# [Try it]
Your reply should hold only the lines from the records below where "Millard" occurs.

# [Data extracts]
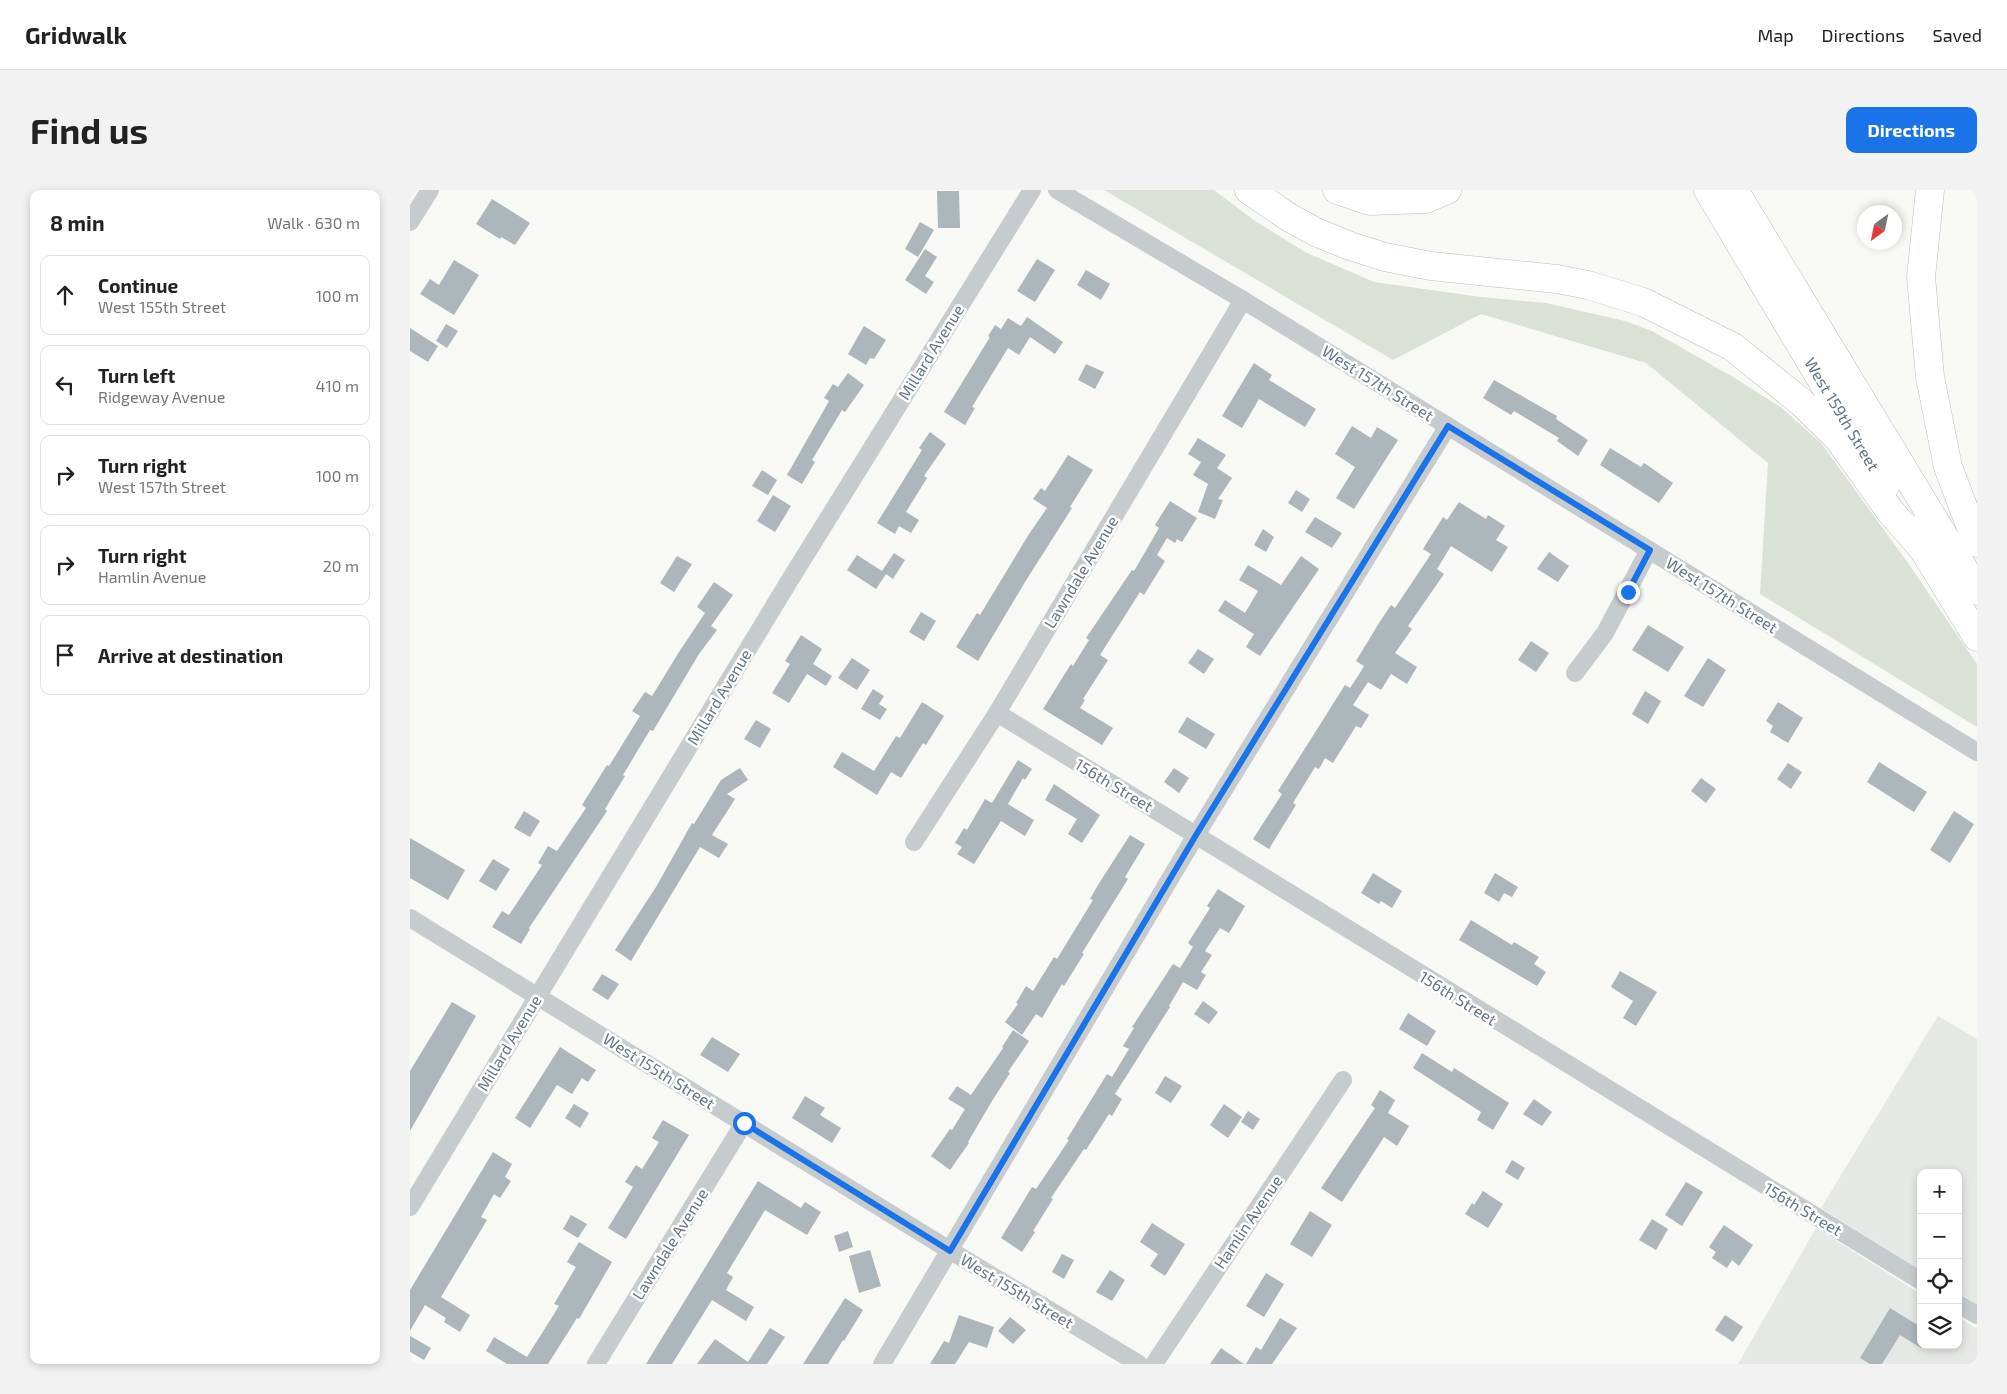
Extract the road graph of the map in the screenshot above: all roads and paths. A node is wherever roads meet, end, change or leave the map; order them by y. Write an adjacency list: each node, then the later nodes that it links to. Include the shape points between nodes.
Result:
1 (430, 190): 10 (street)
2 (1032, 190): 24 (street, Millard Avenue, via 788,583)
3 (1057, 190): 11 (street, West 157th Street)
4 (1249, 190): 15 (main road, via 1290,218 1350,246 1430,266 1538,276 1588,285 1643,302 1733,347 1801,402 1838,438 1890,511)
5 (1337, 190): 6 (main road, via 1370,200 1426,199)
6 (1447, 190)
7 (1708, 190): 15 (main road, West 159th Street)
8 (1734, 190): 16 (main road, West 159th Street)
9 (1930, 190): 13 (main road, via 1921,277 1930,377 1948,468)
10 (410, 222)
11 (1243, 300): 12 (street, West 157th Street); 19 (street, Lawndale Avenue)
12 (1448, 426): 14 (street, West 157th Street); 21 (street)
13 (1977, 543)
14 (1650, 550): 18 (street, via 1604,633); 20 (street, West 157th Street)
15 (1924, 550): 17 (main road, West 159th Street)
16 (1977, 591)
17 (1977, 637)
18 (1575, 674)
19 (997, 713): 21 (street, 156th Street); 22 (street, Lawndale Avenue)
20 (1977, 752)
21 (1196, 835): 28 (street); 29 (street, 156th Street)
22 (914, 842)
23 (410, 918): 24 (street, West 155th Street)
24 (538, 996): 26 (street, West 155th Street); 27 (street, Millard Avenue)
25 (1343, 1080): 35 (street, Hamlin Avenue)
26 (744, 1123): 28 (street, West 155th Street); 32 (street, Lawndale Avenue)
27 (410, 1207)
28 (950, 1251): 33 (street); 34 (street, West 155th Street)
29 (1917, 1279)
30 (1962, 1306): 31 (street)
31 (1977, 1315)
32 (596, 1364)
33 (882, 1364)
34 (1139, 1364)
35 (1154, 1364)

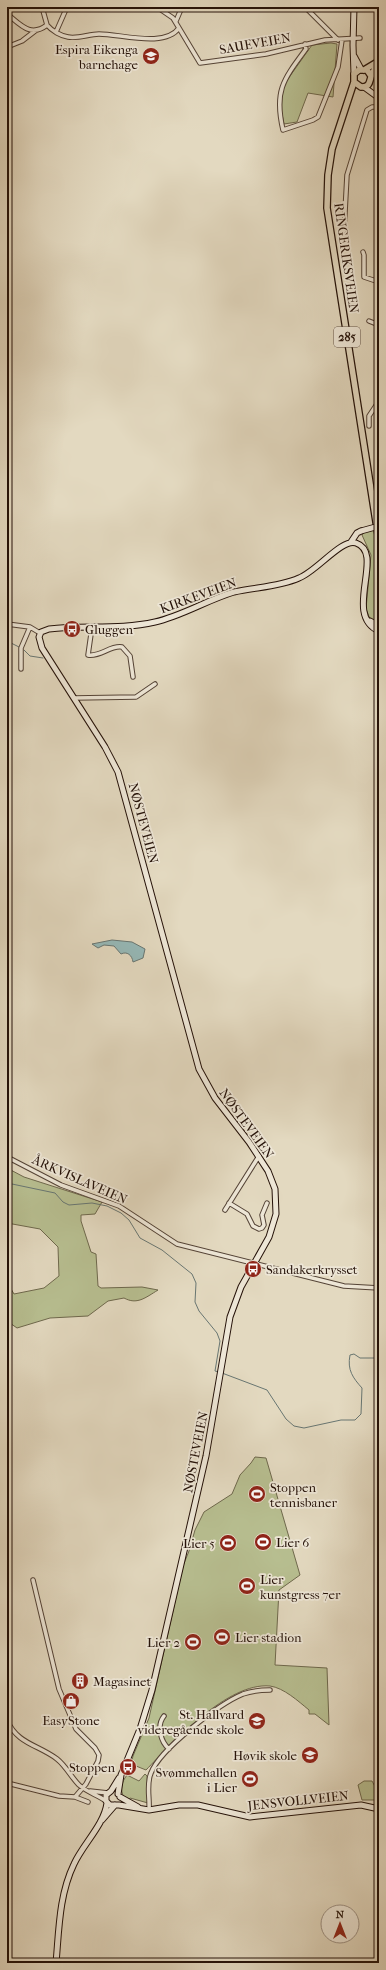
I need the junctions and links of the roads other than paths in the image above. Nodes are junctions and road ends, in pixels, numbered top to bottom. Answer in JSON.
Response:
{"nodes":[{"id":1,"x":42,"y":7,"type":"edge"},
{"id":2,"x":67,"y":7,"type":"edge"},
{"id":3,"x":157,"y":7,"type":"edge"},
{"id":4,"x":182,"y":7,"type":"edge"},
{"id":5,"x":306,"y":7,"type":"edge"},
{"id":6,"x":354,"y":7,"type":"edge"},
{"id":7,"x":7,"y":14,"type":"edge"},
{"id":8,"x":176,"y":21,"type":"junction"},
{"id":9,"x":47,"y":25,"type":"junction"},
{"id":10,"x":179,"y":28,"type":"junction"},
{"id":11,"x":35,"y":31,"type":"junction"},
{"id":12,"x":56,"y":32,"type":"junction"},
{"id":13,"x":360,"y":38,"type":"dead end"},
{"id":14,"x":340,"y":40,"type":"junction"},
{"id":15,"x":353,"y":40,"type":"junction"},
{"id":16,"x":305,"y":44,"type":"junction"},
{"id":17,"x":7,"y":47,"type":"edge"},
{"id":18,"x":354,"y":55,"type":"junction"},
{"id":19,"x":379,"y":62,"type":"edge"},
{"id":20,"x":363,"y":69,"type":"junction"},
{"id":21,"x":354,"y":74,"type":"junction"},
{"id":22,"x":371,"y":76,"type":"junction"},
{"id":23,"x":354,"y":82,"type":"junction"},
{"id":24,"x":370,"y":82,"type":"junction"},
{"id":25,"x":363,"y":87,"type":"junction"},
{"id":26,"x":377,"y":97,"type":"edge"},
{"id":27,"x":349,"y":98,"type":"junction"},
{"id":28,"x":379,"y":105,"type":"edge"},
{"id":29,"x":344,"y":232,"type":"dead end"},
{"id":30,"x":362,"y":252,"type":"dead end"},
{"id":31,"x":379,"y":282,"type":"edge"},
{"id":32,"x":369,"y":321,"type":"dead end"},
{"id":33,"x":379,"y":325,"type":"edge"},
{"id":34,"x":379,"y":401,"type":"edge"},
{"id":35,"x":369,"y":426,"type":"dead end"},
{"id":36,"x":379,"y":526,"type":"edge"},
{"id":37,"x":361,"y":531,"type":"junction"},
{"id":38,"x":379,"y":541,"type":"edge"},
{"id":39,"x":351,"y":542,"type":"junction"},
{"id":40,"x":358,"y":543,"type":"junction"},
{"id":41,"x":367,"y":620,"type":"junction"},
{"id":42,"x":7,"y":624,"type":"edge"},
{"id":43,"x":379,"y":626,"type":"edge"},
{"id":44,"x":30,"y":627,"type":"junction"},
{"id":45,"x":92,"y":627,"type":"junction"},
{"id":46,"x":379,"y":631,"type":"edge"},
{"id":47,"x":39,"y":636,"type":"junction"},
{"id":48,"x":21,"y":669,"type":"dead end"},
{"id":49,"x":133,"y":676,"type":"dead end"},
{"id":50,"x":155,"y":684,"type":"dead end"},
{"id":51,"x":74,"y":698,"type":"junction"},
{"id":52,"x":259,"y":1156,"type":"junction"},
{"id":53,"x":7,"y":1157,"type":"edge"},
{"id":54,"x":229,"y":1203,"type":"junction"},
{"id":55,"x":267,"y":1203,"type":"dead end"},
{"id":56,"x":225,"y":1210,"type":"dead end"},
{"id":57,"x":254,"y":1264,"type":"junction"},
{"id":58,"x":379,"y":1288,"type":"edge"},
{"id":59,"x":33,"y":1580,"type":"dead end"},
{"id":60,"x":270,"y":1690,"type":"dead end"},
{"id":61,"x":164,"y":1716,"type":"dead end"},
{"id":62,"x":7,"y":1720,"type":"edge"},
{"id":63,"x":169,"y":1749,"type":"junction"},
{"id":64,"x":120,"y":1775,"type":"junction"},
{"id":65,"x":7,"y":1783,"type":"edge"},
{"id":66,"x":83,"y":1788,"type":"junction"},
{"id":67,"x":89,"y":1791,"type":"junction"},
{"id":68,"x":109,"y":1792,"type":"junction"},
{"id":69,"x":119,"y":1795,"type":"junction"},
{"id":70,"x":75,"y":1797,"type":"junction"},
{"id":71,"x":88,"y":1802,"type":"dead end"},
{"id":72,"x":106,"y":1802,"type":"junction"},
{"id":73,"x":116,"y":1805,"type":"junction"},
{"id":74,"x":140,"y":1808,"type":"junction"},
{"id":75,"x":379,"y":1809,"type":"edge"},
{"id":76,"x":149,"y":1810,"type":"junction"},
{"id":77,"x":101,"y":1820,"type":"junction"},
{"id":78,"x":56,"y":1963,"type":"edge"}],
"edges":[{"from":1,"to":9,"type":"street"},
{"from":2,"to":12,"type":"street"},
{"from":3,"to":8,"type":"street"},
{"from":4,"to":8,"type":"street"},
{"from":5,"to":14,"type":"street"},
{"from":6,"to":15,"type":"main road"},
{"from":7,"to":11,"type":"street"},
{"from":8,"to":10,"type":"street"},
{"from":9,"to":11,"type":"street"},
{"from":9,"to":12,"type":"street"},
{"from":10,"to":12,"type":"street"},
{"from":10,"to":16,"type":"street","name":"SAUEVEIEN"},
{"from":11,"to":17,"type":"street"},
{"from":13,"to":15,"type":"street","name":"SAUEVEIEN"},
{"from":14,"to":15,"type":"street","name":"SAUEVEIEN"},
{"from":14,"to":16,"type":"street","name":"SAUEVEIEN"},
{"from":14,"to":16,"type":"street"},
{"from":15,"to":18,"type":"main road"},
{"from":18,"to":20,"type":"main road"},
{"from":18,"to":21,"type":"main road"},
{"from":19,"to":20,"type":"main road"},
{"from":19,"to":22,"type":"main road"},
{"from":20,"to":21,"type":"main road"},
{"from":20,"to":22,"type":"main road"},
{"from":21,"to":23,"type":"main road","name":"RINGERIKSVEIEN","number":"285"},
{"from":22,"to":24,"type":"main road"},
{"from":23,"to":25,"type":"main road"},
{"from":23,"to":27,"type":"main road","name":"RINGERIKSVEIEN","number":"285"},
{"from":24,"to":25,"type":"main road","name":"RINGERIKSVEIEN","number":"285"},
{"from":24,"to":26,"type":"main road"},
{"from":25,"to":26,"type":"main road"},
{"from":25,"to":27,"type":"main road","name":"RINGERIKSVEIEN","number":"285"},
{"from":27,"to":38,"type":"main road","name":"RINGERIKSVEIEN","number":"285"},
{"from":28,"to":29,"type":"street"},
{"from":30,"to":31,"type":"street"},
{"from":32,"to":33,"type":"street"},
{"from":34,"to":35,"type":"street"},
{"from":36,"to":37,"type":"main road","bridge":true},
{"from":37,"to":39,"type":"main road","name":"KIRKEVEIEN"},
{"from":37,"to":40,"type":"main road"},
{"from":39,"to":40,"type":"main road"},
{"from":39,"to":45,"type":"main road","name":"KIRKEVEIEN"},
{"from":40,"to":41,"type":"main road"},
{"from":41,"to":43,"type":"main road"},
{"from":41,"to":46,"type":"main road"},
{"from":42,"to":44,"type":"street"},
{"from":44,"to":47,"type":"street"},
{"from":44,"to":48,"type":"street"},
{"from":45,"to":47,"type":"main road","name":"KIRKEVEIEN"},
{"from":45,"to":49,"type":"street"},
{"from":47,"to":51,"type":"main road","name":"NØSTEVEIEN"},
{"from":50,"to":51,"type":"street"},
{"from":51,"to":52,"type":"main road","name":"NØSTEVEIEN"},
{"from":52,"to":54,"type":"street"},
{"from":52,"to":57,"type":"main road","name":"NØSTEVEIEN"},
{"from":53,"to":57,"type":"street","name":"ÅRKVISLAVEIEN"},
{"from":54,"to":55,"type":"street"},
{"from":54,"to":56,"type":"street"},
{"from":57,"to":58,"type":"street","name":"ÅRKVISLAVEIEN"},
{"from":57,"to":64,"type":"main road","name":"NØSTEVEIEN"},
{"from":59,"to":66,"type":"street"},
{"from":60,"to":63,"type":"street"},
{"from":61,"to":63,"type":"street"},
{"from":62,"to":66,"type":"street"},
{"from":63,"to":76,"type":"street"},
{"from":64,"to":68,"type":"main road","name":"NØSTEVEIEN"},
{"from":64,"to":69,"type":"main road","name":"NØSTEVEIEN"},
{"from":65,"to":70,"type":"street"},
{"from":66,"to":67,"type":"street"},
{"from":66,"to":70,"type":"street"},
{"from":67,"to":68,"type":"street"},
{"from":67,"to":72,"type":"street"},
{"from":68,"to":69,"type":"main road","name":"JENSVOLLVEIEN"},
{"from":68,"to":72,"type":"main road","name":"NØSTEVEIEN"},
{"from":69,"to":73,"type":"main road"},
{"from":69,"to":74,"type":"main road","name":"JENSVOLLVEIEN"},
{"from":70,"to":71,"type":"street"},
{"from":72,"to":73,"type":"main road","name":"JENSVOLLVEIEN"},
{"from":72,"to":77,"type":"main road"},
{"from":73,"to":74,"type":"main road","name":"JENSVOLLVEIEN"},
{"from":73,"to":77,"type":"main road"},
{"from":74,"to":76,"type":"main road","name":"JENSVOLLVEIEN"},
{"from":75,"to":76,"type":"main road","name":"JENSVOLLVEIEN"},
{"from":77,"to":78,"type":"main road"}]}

# [Exercise result]
2 (1032, 190): 24 (street, Millard Avenue, via 788,583)
24 (538, 996): 26 (street, West 155th Street); 27 (street, Millard Avenue)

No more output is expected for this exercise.